Stored data

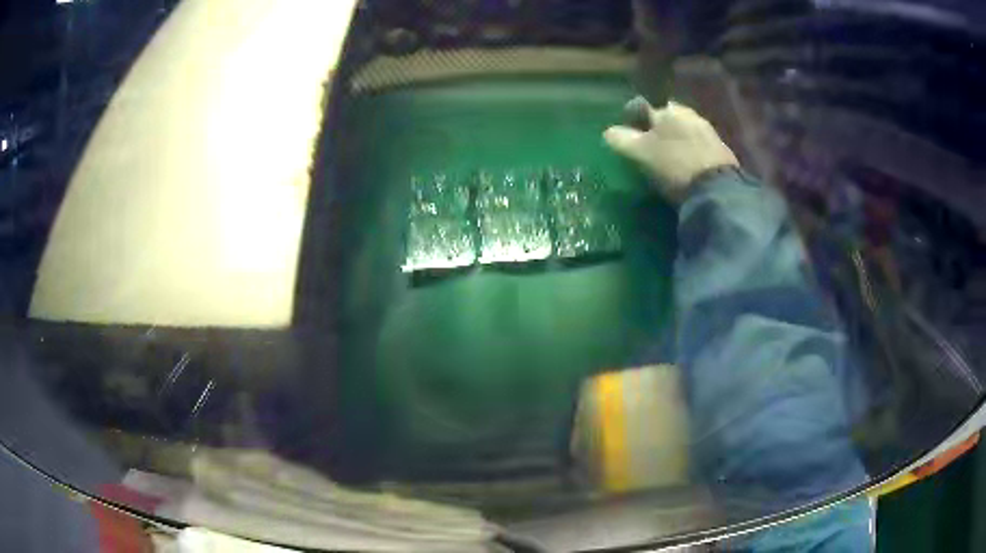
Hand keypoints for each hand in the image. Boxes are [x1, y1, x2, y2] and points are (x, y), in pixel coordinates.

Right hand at [604, 97, 738, 202]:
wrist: (717, 190)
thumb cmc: (673, 165)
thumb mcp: (639, 153)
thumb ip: (621, 139)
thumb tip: (608, 132)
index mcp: (666, 109)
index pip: (642, 104)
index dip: (631, 117)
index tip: (625, 132)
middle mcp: (688, 113)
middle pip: (664, 117)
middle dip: (654, 129)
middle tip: (646, 147)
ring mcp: (707, 131)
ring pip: (682, 130)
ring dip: (673, 140)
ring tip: (666, 159)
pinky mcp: (721, 150)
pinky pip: (697, 145)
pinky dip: (688, 152)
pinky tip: (685, 167)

→ What is required
The copy you write out must match the entries word for word, minus their pictures.

→ Output below
Hand keypoints for each hand in the image. Boxes are [x1, y1, x2, y2] and points are (x, y), in pixel coordinates.

Right hand at [604, 97, 738, 202]:
wrist: (717, 190)
thumb cmc: (673, 165)
thumb mcp: (639, 153)
thumb ip: (621, 139)
thumb tip: (608, 132)
index mcp: (666, 109)
index pip: (642, 104)
index dip: (631, 117)
index tip: (625, 132)
middle mcp: (688, 113)
middle pip: (664, 117)
middle dip: (654, 129)
middle tip: (646, 147)
ring mcp: (707, 131)
ring pip: (682, 130)
ring dip: (673, 140)
ring tip: (666, 159)
pinky mcp: (721, 150)
pinky pip: (697, 145)
pinky dip: (688, 152)
pinky tip: (685, 167)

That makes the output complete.